The KDE 4 System Settings dialog
However, you could argue just as well that the KDE 3 Control Center has the advantage of making settings easier to find because they are all in one window. At times, the Control Center even has features that the newer System Settings lack, including specialized settings for Thinkpad and Vaio laptops.
Admittedly, the current KDE release is missing far less of KDE 3’s features than the first release in the 4 series. Yet, even now, you can find cases where KDE 3 either has the advantage or else is more convenient to use. Even after five releases of KDE 4, you cannot always assume the latest is the greatest.
Choosing a Release Series
So which series is preferable? For some, the answer will depend on a few features — maybe even one — that one series has and the other lacks.
For others, the answer may be a matter of philosophy and taste. For those who are uninterested in features that might — theoretically — improve their work habits, KDE 4 offers few reasons to choose it. For others, KDE 3 might seem to offer more stability and less chance of systemic problems, or, perhaps, enough to satisfy their straightforward requirement.
On the other hand, for those who are adventurous, or want to see some of the latest technologies, KDE 4 seems the clear choice.

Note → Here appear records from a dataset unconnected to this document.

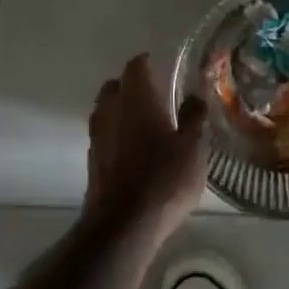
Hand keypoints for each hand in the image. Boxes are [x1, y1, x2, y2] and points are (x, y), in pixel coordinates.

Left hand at [82, 54, 209, 241]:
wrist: (123, 226)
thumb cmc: (164, 179)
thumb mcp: (193, 147)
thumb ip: (194, 117)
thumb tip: (194, 96)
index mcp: (137, 101)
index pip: (136, 67)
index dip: (147, 62)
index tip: (161, 64)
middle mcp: (112, 112)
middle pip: (115, 87)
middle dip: (131, 85)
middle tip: (155, 92)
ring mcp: (98, 139)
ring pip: (106, 111)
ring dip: (121, 109)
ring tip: (145, 120)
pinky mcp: (93, 163)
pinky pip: (104, 135)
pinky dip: (117, 133)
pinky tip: (134, 148)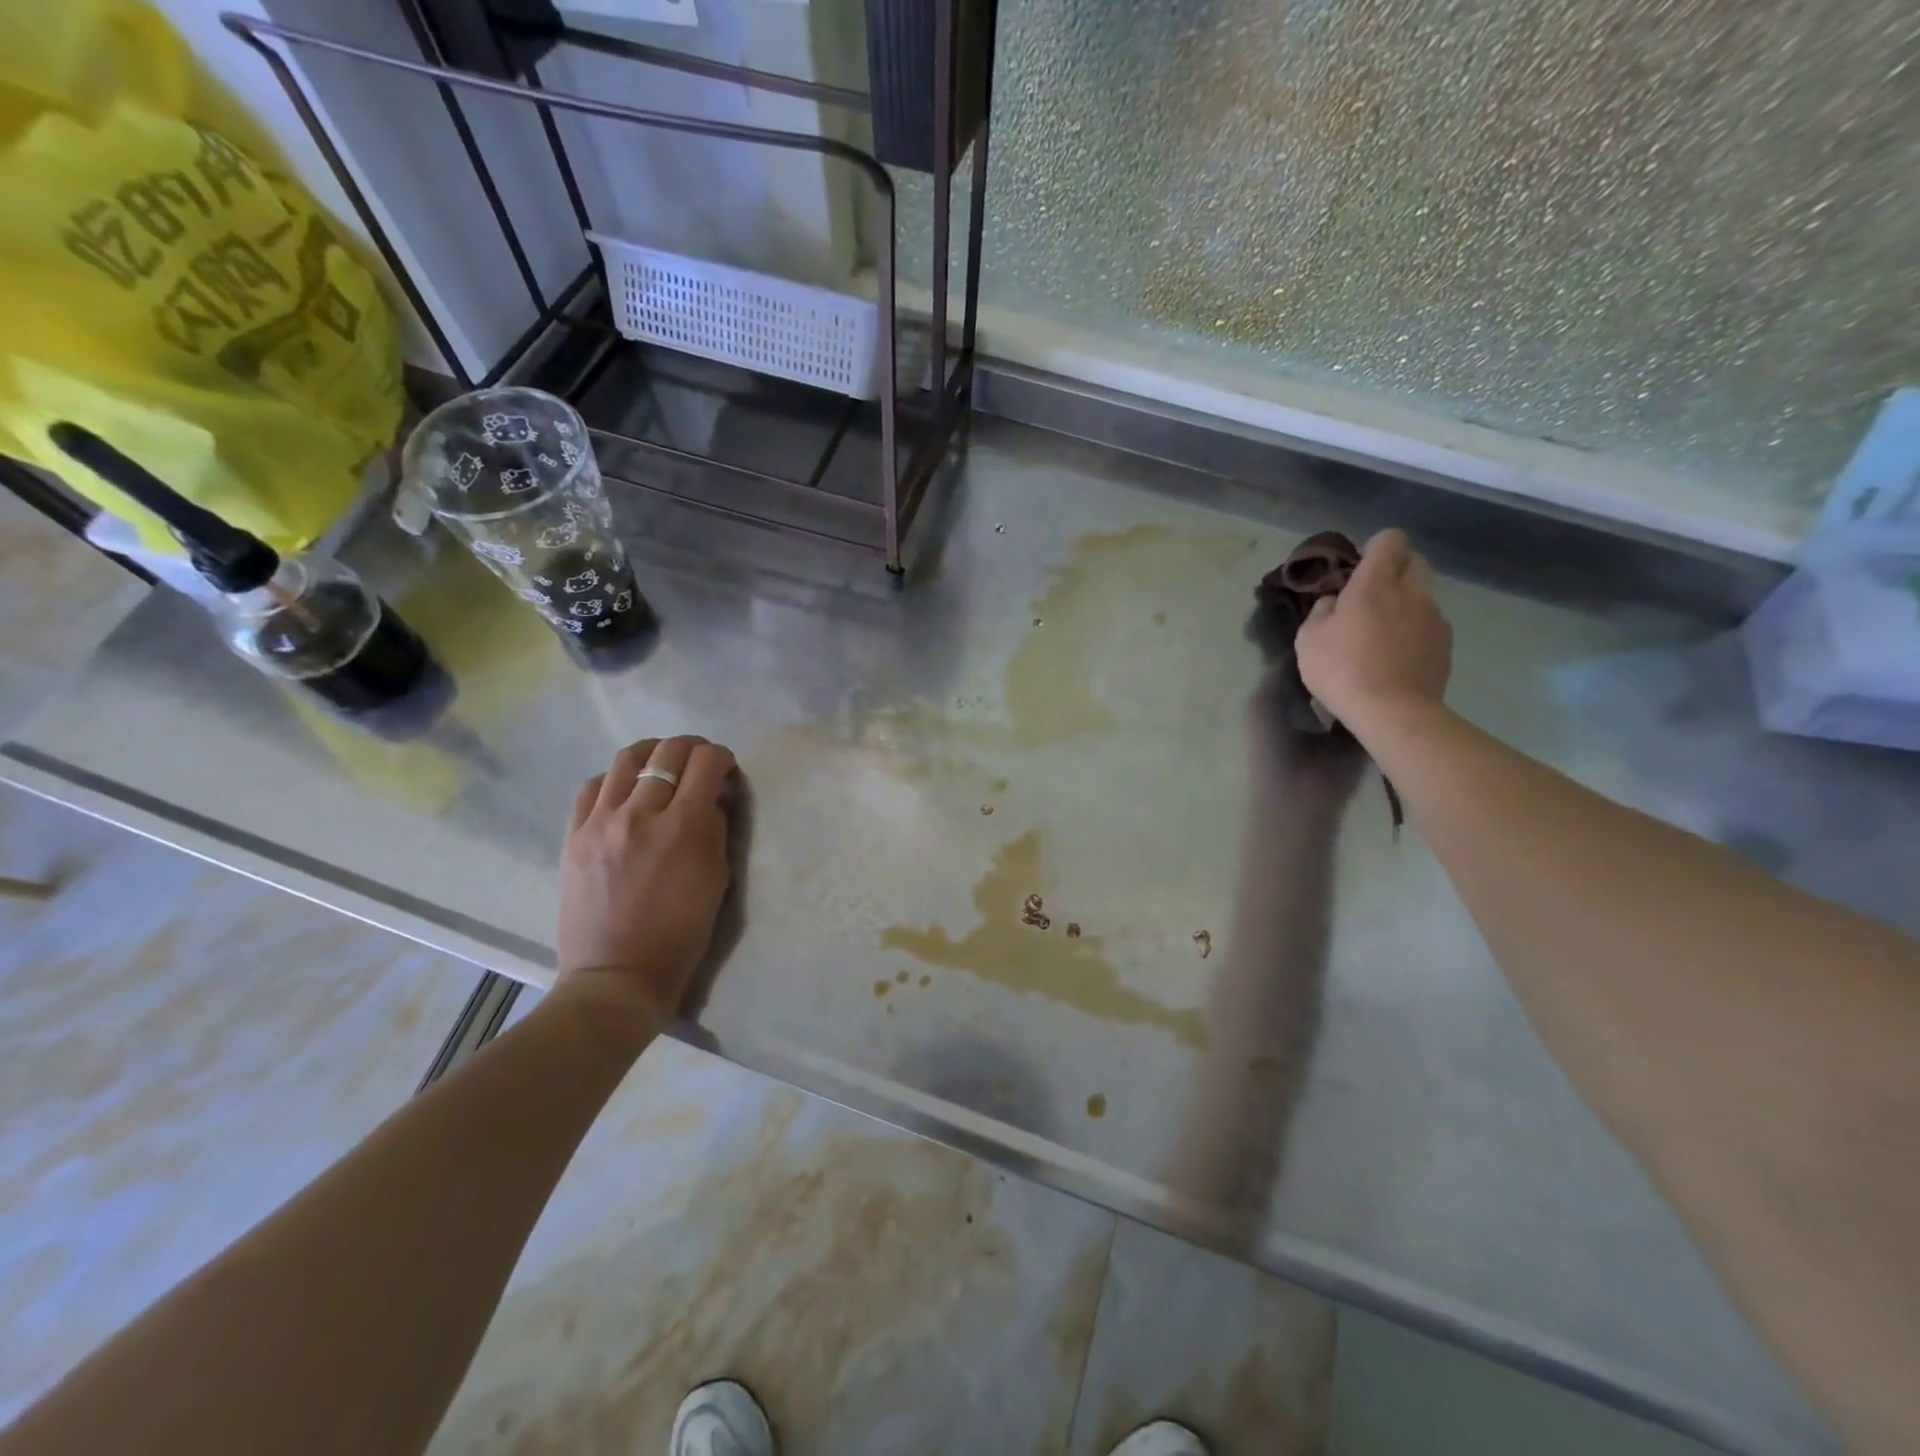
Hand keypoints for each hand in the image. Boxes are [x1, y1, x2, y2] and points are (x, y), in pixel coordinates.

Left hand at [555, 735, 736, 1028]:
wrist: (617, 973)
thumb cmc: (681, 932)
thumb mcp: (717, 879)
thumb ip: (716, 829)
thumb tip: (712, 798)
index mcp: (683, 828)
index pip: (706, 763)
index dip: (722, 757)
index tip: (726, 768)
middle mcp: (641, 814)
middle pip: (667, 752)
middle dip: (692, 748)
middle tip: (699, 761)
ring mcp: (601, 822)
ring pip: (626, 759)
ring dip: (652, 753)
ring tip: (661, 764)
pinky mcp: (574, 835)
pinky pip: (593, 787)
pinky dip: (616, 779)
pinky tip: (625, 791)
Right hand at [1295, 529, 1451, 738]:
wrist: (1392, 711)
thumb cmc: (1341, 670)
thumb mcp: (1308, 639)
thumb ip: (1321, 611)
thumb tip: (1335, 602)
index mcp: (1375, 584)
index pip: (1390, 540)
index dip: (1375, 548)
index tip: (1357, 569)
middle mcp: (1411, 592)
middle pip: (1415, 560)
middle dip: (1395, 568)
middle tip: (1371, 594)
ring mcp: (1434, 617)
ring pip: (1423, 594)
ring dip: (1405, 602)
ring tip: (1382, 633)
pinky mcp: (1445, 643)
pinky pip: (1429, 624)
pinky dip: (1414, 630)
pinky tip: (1396, 656)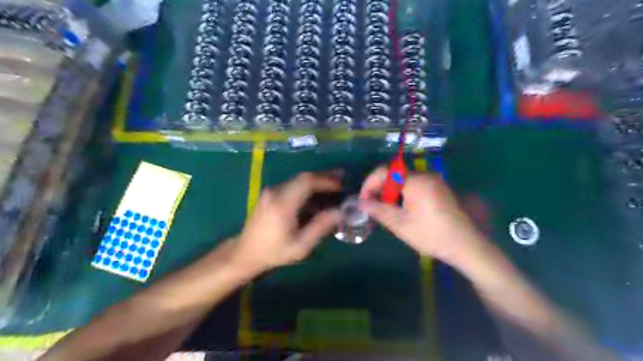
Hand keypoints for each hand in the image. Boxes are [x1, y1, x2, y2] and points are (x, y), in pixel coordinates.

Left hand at [230, 172, 341, 272]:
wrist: (246, 252)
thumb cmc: (274, 252)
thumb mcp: (301, 246)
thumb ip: (321, 227)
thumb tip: (341, 211)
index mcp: (283, 204)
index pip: (307, 182)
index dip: (326, 180)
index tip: (341, 184)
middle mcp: (275, 192)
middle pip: (304, 177)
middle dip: (324, 178)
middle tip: (342, 181)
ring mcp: (271, 191)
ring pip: (298, 180)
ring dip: (316, 183)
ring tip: (333, 189)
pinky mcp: (270, 194)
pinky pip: (292, 186)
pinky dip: (307, 189)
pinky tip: (316, 198)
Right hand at [359, 167, 484, 263]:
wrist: (465, 244)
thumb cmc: (430, 234)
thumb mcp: (399, 224)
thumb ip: (378, 210)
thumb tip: (361, 203)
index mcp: (415, 180)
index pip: (384, 171)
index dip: (369, 184)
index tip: (363, 200)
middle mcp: (425, 175)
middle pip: (394, 175)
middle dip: (380, 189)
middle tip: (374, 207)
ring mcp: (434, 181)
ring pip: (404, 180)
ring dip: (391, 192)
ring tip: (387, 210)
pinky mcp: (440, 188)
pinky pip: (415, 185)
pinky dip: (403, 193)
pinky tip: (403, 210)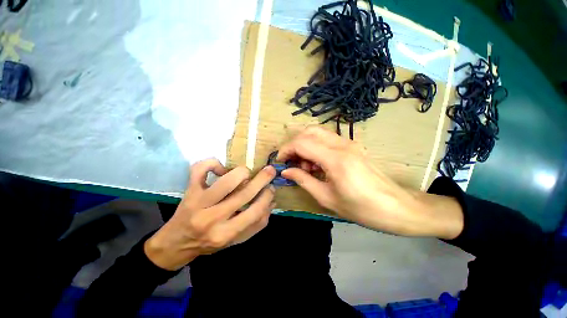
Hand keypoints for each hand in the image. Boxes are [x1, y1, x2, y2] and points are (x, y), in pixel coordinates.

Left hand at [144, 159, 275, 270]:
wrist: (176, 243)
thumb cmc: (210, 242)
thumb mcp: (236, 240)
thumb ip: (256, 224)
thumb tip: (272, 203)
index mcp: (225, 234)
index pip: (254, 212)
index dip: (267, 197)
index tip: (271, 188)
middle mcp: (211, 219)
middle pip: (244, 194)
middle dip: (262, 179)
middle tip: (270, 171)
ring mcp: (198, 203)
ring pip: (226, 181)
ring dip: (242, 172)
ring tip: (246, 173)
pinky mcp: (189, 191)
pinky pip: (199, 169)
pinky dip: (212, 163)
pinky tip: (221, 169)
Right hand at [278, 126, 462, 238]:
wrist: (396, 207)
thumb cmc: (361, 208)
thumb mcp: (326, 197)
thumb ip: (303, 180)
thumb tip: (286, 170)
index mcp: (335, 159)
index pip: (302, 143)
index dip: (286, 150)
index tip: (279, 161)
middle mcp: (342, 145)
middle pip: (309, 131)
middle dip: (294, 144)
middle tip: (292, 162)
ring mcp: (349, 143)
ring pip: (318, 132)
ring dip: (305, 145)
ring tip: (305, 166)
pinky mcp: (352, 146)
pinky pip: (327, 139)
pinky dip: (316, 146)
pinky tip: (317, 164)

Few desktops, whether proprietary or free, are more innovative than KDE 4, and, if you choose it, you just might find a way to streamline your work or customize your desktop more exactly to your preferences.
Unless a project takes over KDE 3 development, sooner or later it may become unusable with the latest generation of computers. But, until that happens, the fact that both series co-exist emphasizes two of the advantages of free and open source software: Nothing is really lost, and users can work the way that seems best to them.